◆ **Your goal**: Copy each line below as written, but skip the pictures.
======== The data ========
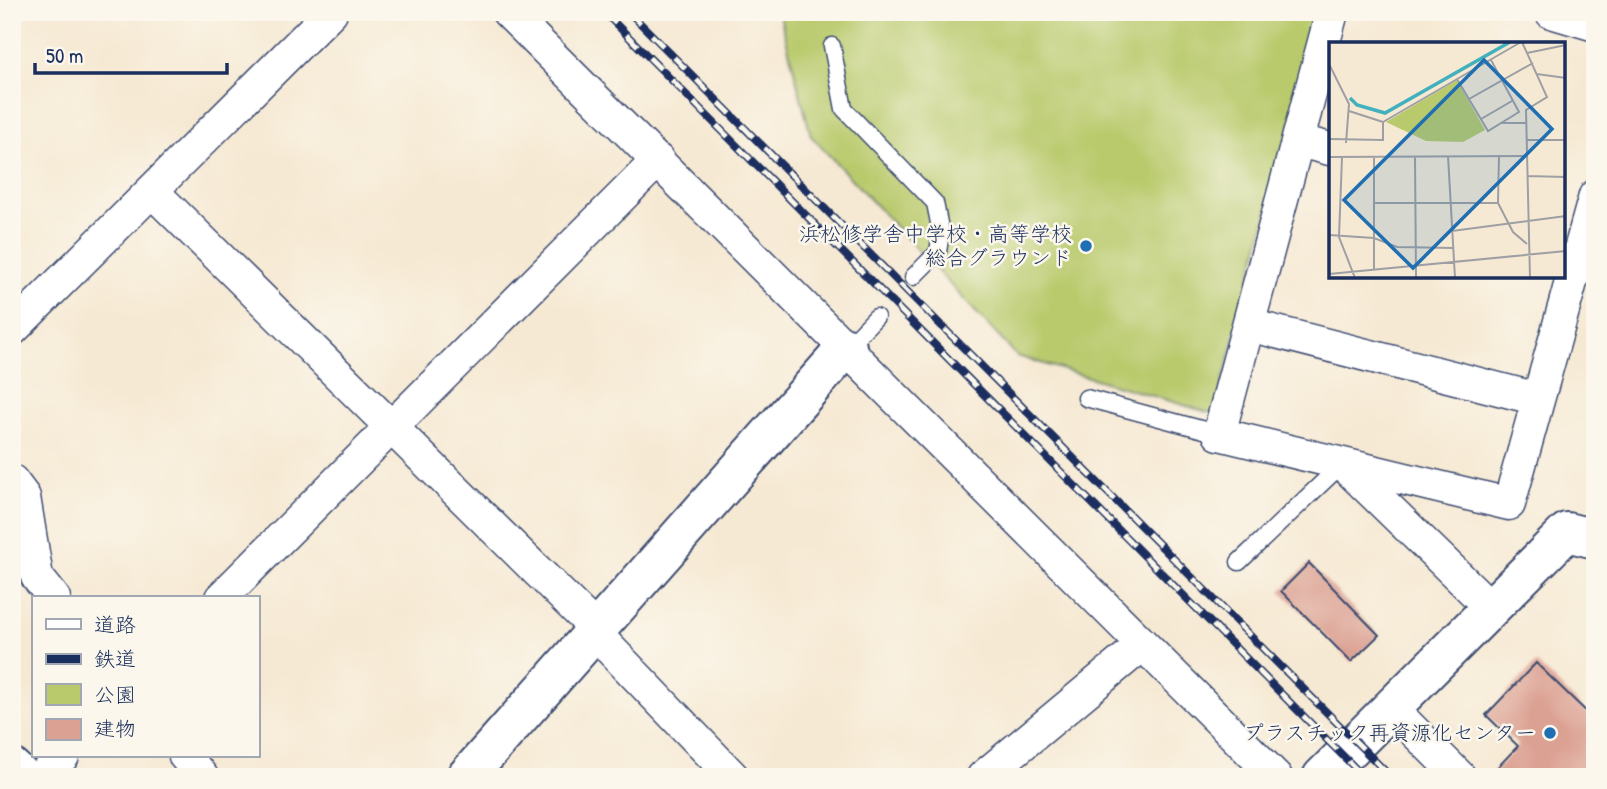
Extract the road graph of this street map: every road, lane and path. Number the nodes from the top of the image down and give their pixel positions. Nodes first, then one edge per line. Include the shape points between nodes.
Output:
1 (331, 12) edge
2 (508, 12) edge
3 (1332, 12) edge
4 (1551, 12) edge
5 (1595, 25) edge
6 (832, 46) dead end
7 (1299, 141) junction
8 (1329, 148) edge
9 (658, 160) junction
10 (152, 191) junction
11 (1585, 210) edge
12 (913, 276) dead end
13 (876, 317) dead end
14 (1249, 324) junction
15 (12, 330) edge
16 (847, 347) junction
17 (1086, 398) dead end
18 (1538, 399) junction
19 (391, 428) junction
20 (1219, 434) junction
21 (1342, 464) junction
22 (12, 481) edge
23 (1595, 539) edge
24 (1239, 562) dead end
25 (52, 596) edge
26 (223, 596) edge
27 (1492, 608) junction
28 (593, 631) junction
29 (1142, 645) junction
30 (1392, 709) junction
31 (61, 758) edge
32 (187, 758) edge
33 (12, 768) edge
34 (22, 777) edge
35 (42, 777) edge
36 (202, 777) edge
37 (466, 777) edge
38 (733, 777) edge
39 (983, 777) edge
40 (1276, 777) edge
41 (1322, 777) edge
42 (1460, 777) edge

1 - 10 street
2 - 9 street
3 - 7 street
4 - 5 street
6 - 12 lane via 844,109 935,203 941,233 937,252
7 - 8 street
7 - 14 street
9 - 16 street
9 - 19 street
10 - 15 street
10 - 19 street
11 - 18 street
13 - 16 lane
14 - 18 street
14 - 20 street
16 - 28 street
16 - 29 street
17 - 20 lane
18 - 21 street via 1509,505
19 - 26 street
19 - 28 street via 586,619
20 - 21 street
21 - 24 lane
21 - 27 street
22 - 25 street via 24,497 37,577
23 - 27 street via 1567,532
27 - 30 street
28 - 37 street
28 - 38 street
29 - 39 street
29 - 40 street
30 - 41 street
30 - 42 street
31 - 35 street
32 - 36 street
33 - 34 street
========
◆ **Completed exercise**:
Extract the road graph of this street map: every road, lane and path. Number the nodes from the top of the image down and give their pixel positions. Nodes first, then one edge per line. Include the shape points between nodes.
Output:
1 (331, 12) edge
2 (508, 12) edge
3 (1332, 12) edge
4 (1551, 12) edge
5 (1595, 25) edge
6 (832, 46) dead end
7 (1299, 141) junction
8 (1329, 148) edge
9 (658, 160) junction
10 (152, 191) junction
11 (1585, 210) edge
12 (913, 276) dead end
13 (876, 317) dead end
14 (1249, 324) junction
15 (12, 330) edge
16 (847, 347) junction
17 (1086, 398) dead end
18 (1538, 399) junction
19 (391, 428) junction
20 (1219, 434) junction
21 (1342, 464) junction
22 (12, 481) edge
23 (1595, 539) edge
24 (1239, 562) dead end
25 (52, 596) edge
26 (223, 596) edge
27 (1492, 608) junction
28 (593, 631) junction
29 (1142, 645) junction
30 (1392, 709) junction
31 (61, 758) edge
32 (187, 758) edge
33 (12, 768) edge
34 (22, 777) edge
35 (42, 777) edge
36 (202, 777) edge
37 (466, 777) edge
38 (733, 777) edge
39 (983, 777) edge
40 (1276, 777) edge
41 (1322, 777) edge
42 (1460, 777) edge

1 - 10 street
2 - 9 street
3 - 7 street
4 - 5 street
6 - 12 lane via 844,109 935,203 941,233 937,252
7 - 8 street
7 - 14 street
9 - 16 street
9 - 19 street
10 - 15 street
10 - 19 street
11 - 18 street
13 - 16 lane
14 - 18 street
14 - 20 street
16 - 28 street
16 - 29 street
17 - 20 lane
18 - 21 street via 1509,505
19 - 26 street
19 - 28 street via 586,619
20 - 21 street
21 - 24 lane
21 - 27 street
22 - 25 street via 24,497 37,577
23 - 27 street via 1567,532
27 - 30 street
28 - 37 street
28 - 38 street
29 - 39 street
29 - 40 street
30 - 41 street
30 - 42 street
31 - 35 street
32 - 36 street
33 - 34 street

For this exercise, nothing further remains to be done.